Pretreatment Design Options
Membrane technologies, including forward and reverse osmosis, are limited by the size and selectivity of the membrane. This presents an issue, as Oregon mandates strict upper limits on organic contaminants.14 One solution to this issue is to source water from either several hundred meter depth or from beach wells, where water has already passed through sediment.15 In addition to feed requirements, reverse osmosis methods require several pretreatment steps to avoid severe membrane fouling.13 Forward osmosis processes require the addition of a draw solution on the permeate side of the membrane to create an osmotic pressure driving force.12 Thermal desalination relies on the heating of seawater to obtain a pure distillate. In early design stages, we considered the implementation of a refrigeration loop. Unfortunately, the purchase of refrigerants are prohibitively expensive,16 and a refrigeration loop is beneficial when heat needs to be transferred from one area of the process to another. With the implementation of a vacuum pump, there is nothing in the process that needs to be cooled. For this reason and cost, we decided to heat our process stream using a condensing steam heat exchanger.
Separation Design Options
One of the main separation methods for desalination is membrane separation. Forward osmosis relies on a membrane to allow transfer of water under purely osmotic forces. However, continuous flow is difficult to arrange spatially since the concentrated draw solution must be recycled back through the system. Very little literature exists on practical uses of forward osmosis membranes for desalination, so we have chosen to avoid this option. Reverse osmosis uses hydraulic pressure to force osmosis, rather than a draw solution and concentration gradient. Reverse osmosis can generally achieve only 98% salt removal, requiring multiple passes.12 A vast majority of MSF processes are centered around a series of flash chambers with descending pressure and temperature. Vaporized water is collected in a tray as the pure distillate, with increasingly concentrated brine flowing into the next flash chamber. In order to maintain the pressure gradient needed, a vacuum pump is used. By aligning the flash chambers into one unit, only one pump would be needed to create the pressure gradient, reducing both capital and operating costs.17 Therefore, we have decided to move forward with MSF with the use of flash chambers connected into one unit for our separation.
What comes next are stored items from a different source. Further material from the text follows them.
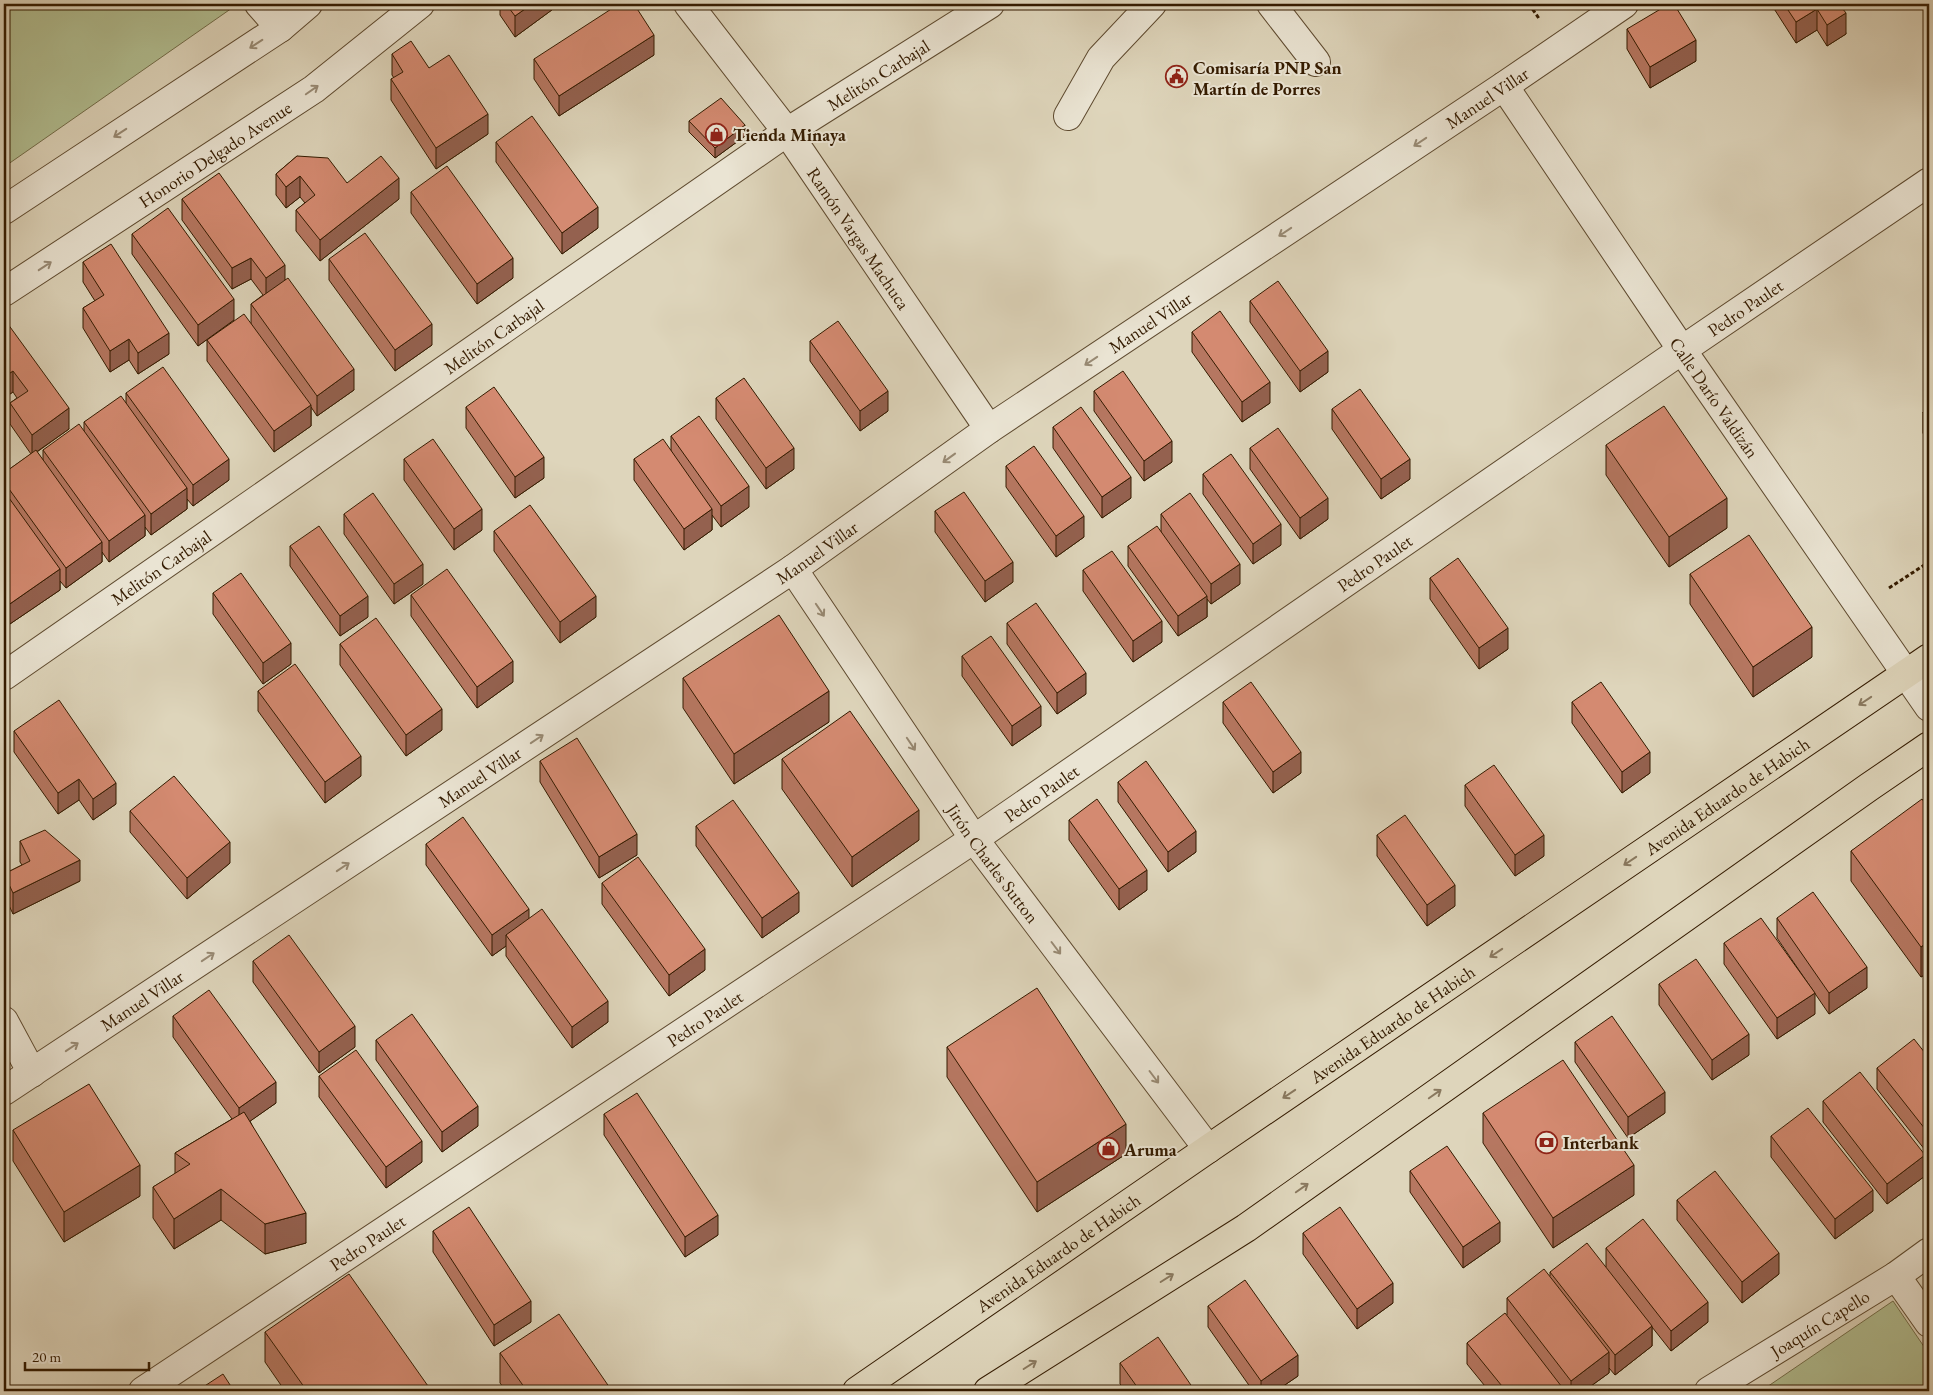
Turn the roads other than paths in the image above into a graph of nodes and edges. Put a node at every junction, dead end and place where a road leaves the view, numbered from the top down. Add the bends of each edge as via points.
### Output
1 (258, 4) edge
2 (308, 4) edge
3 (420, 4) edge
4 (688, 4) edge
5 (990, 4) edge
6 (1152, 4) edge
7 (1624, 4) edge
8 (1277, 6) edge
9 (280, 28) junction
10 (1316, 62) dead end
11 (1504, 86) junction
12 (1068, 116) dead end
13 (787, 132) junction
14 (1929, 182) edge
15 (4, 210) edge
16 (4, 292) edge
17 (1682, 350) junction
18 (989, 429) junction
19 (793, 569) junction
20 (1929, 658) edge
21 (1906, 674) junction
22 (4, 676) edge
23 (1929, 706) edge
24 (1929, 746) edge
25 (974, 839) junction
26 (4, 1020) edge
27 (32, 1074) junction
28 (4, 1091) edge
29 (1208, 1149) junction
30 (1929, 1252) edge
31 (1896, 1276) junction
32 (1929, 1323) edge
33 (143, 1391) edge
34 (857, 1391) edge
35 (988, 1391) edge
36 (1709, 1391) edge

1 - 9 street
2 - 9 street
16 -> 3 street, Honorio Delgado Avenue via 314,89
4 - 13 street, Ramón Vargas Machuca
5 - 13 street, Melitón Carbajal
6 - 12 street via 1102,58
7 - 11 street, Manuel Villar
8 - 10 street
9 -> 15 street
11 - 17 street, Calle Darío Valdizán
11 -> 18 street, Manuel Villar
13 - 18 street, Ramón Vargas Machuca
13 - 22 street, Melitón Carbajal
14 - 17 street, Pedro Paulet
17 - 21 street, Calle Darío Valdizán
17 - 25 street, Pedro Paulet
18 -> 19 street, Manuel Villar
19 -> 25 street, Jirón Charles Sutton
27 -> 19 street, Manuel Villar
20 - 21 main road, Avenida Eduardo de Habich
21 - 23 street, Calle Darío Valdizán
21 -> 29 main road, Avenida Eduardo de Habich
35 -> 24 main road via 1246,1228
25 -> 29 street, Jirón Charles Sutton
25 - 33 street, Pedro Paulet
26 - 27 street
27 - 28 street, Manuel Villar
29 - 34 main road, Avenida Eduardo de Habich
30 - 31 street, Joaquín Capello
31 - 32 street
31 - 36 street, Joaquín Capello

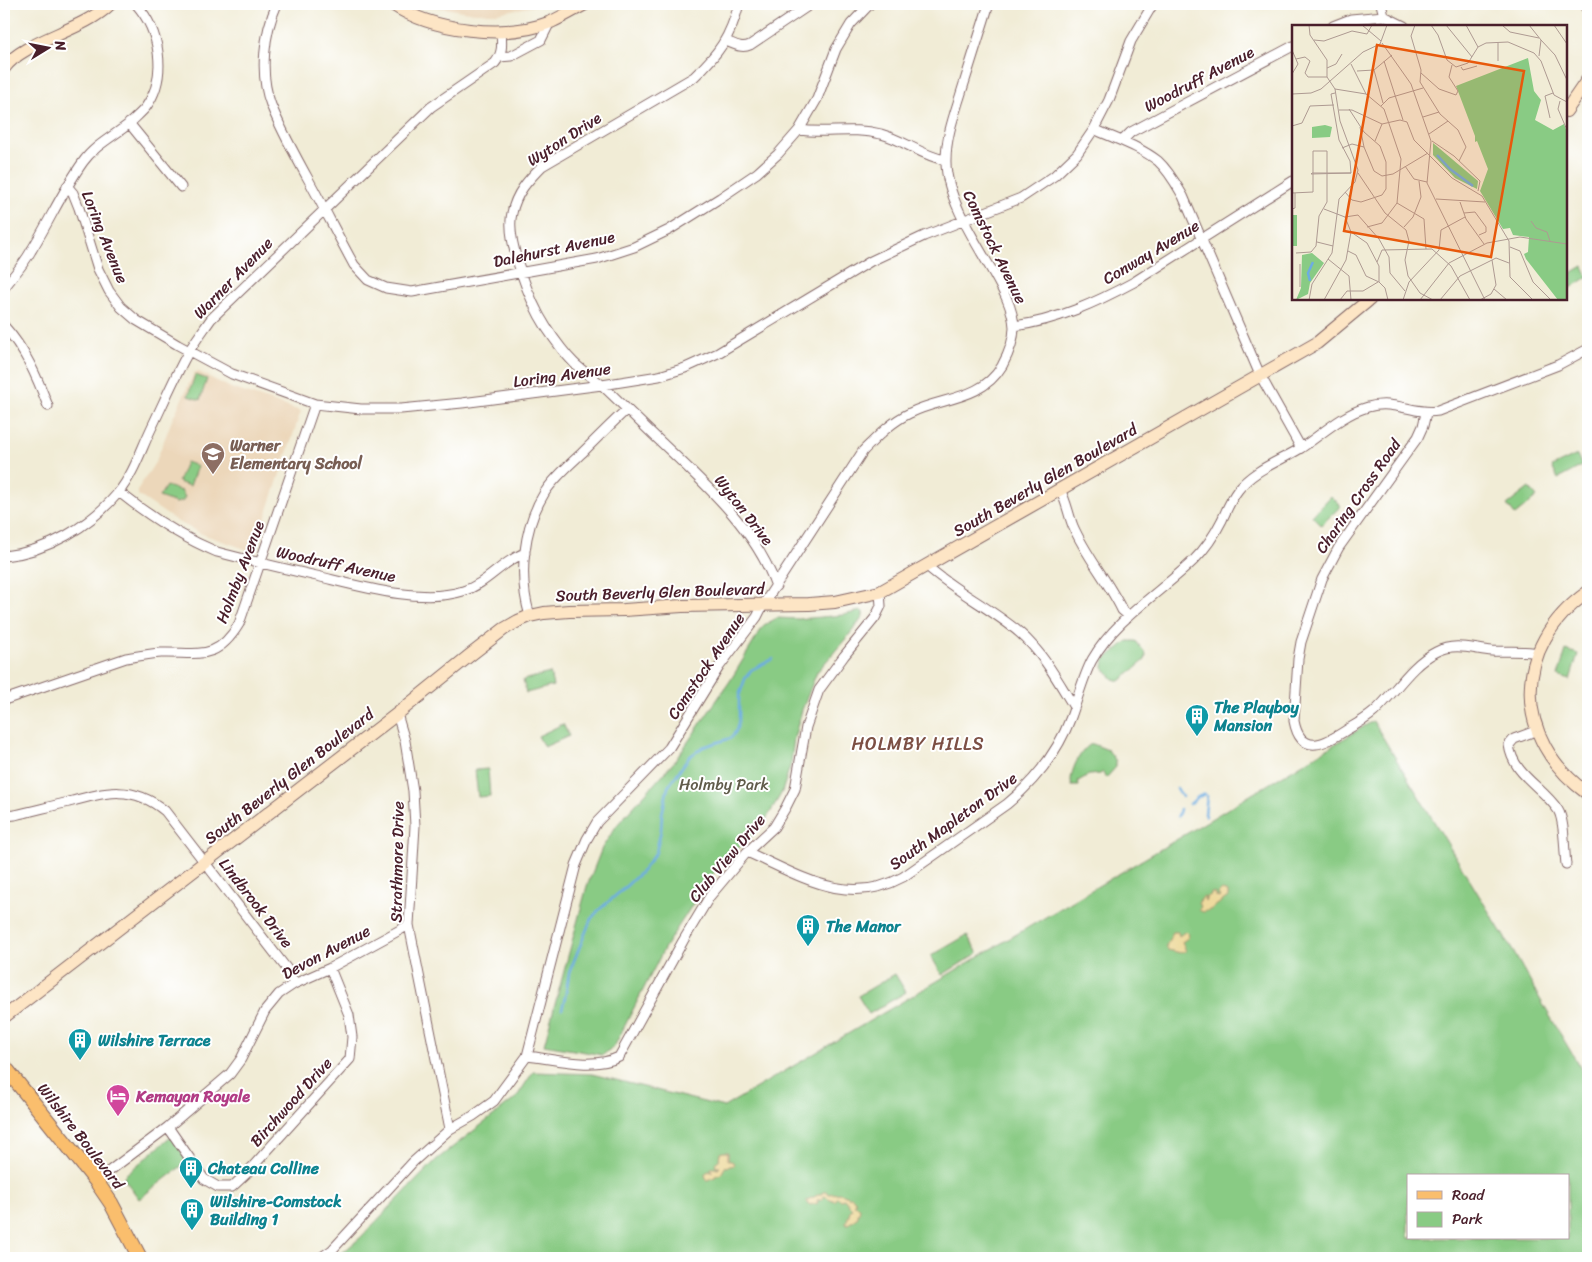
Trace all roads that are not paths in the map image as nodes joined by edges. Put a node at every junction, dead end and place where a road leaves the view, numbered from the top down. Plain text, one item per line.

Waste Treatment Design Options
Reverse osmosis typically requires additional steps to return the water product to an acceptable pH after the initial acidification before release, in addition to dilution.13 Forward osmosis technology requires separation of pure water from the draw solution through heating. This adds significantly to the otherwise minimal energy requirement of a forward osmosis process.12 One technology that could improve waste treatment for an MSF process is adding a brine recycle. Two methods of concentrated brine recycle are prevalent. In one method, a portion of concentrated brine is recycled into the seawater feed, with the rest of the brine sent to dilution and waste.18 Alternatively, concentrated bring can be rerouted to a surge tank. This tank is controlled to maintain a concentration acceptably diluted for waste, serving as the seawater feed and the waste “purge”, with the two having the same composition.17 Traditionally in chemical processes, recycle systems require more energy to carry out the process. Because desalination is itself a separation, recycle may be advantageous because of the retained heat energy. In the second recycle method, the surge tank serves not only to cool the diluted waste to an acceptable release temperature, but also to preheat the process feed. In this setup, where no heat is rejected into the waste, thermal efficiency may actually increase, decreasing utility costs.18 For these reasons, we have decided to implement a surge tank recycle stream.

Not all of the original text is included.